In spite of Peru’s long-standing mining history, the sector has really boomed since the early 1990s. The reason, however, is not the discovery of new deposits. It is the combination of high prices for raw materials and new mining technologies allowing for the exploitation of previously inaccessible or economically unprofitable areas, together with institutional reforms of both the mining sector and the overall economy, that have made mining in Peru so appealing to investors.

The extractive sector started to play a decisive role in economic growth, supported until today by foreign investment and an export-oriented economy. Consecutive governments have since continued to enhance Peru’s profile as a país minero with a view to acquiring fresh capital for the national economy.

Today, Peru is still a mining superpower. Mining accounts for about 60 per cent of exports and is the country’s major source of foreign currency. Peru is the world’s second producer of silver and the sixth producer of gold, and is second only to Chile when it comes to the world’s copper reserves. The five major mining multinationals worldwide (Glencore, BHP Billiton, Rio Tinto, Vale and Anglo American) all operate in Peru.

In spite of the huge investments in the country, its mineral wealth does not have the hoped for effects. “A Peruvian is a beggar sitting on a mountain of gold”  is a well-known  saying. The soil abounds with resources and yet it does not benefit a large part of the population. The enormous expansion of extractive operations has a huge socio-cultural, economic and ecologic impact. At the end of 2014, over 25.7 million hectares of Peru’s territory were granted as mining concessions, corresponding with 20% of the country’s area!
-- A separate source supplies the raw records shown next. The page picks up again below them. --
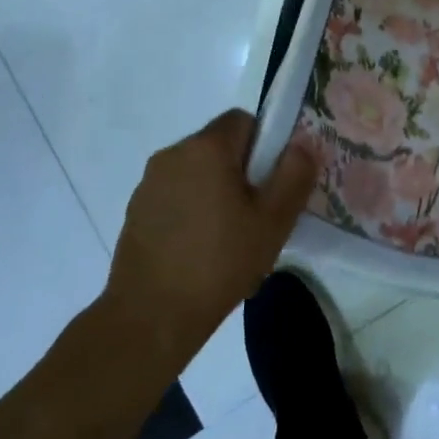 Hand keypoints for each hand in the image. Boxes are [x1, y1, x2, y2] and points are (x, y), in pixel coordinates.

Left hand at [100, 111, 314, 369]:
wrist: (150, 318)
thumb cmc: (219, 262)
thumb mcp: (273, 221)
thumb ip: (294, 175)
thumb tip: (302, 145)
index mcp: (205, 148)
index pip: (243, 120)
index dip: (265, 145)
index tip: (272, 183)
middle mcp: (172, 154)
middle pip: (219, 147)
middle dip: (242, 172)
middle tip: (257, 215)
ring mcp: (149, 184)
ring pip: (197, 173)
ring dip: (216, 192)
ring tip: (229, 239)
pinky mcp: (135, 212)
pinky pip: (176, 196)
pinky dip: (192, 211)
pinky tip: (201, 251) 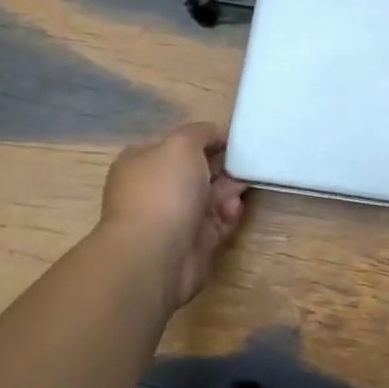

As early as 1999, about 55% of the 6000 peasant communities were somehow affected by mining activities.

Mining is now expanding into areas traditionally inhabited by indigenous peasant communities. It is  threatening their  traditional ways of life based on agriculture and stock breeding. Besides, there is a notable expansion of mining into areas with vulnerable ecosystems such as the highland paramos, which are crucial to the water supply of farming lands and the local population, as well as of lower towns and the dry coastal region.

In addition, the territories where mining concessions were granted often have a cultural and historic value for their inhabitants. Not surprisingly, mining expansion results in social conflicts and political debates concerning the relation between mining, human rights, environmental aspects and development.  Despite the high number of social clashes the government fully supports the mining sector.

President Ollanta Humala continues the above mining policy in spite of promises made during his election campaign of a better regulation of the foreign (mining) companies. Indeed, in June 2014 a set of measures was approved that was to weaken environmental and social legal provisions and made a wide range of procedures for companies less stringent. With its main competitor Chile hot on its heels, Peru prefers to remain the mining sector’s best friend.

CATAPA’s Peruvian commitment focuses on two emblematic mining cases in the northern Andes, viz. Conga in Cajamarca and Rio Blanco in Piura. Through our partner organizations we support the local social groups and the population  who are questioning the unlimited and badly regulated expansion of mining operations. The ecological and social costs of the extraction of ores and minerals are indeed mainly borne by the locals. They are faced with a variety of problems such as water pollution, expropriation of lands, social conflicts and criminal charges against social leaders and protests.  By supporting our partner organizations and delegating South collaborators to Peru we try to enable the people to make their voice heard.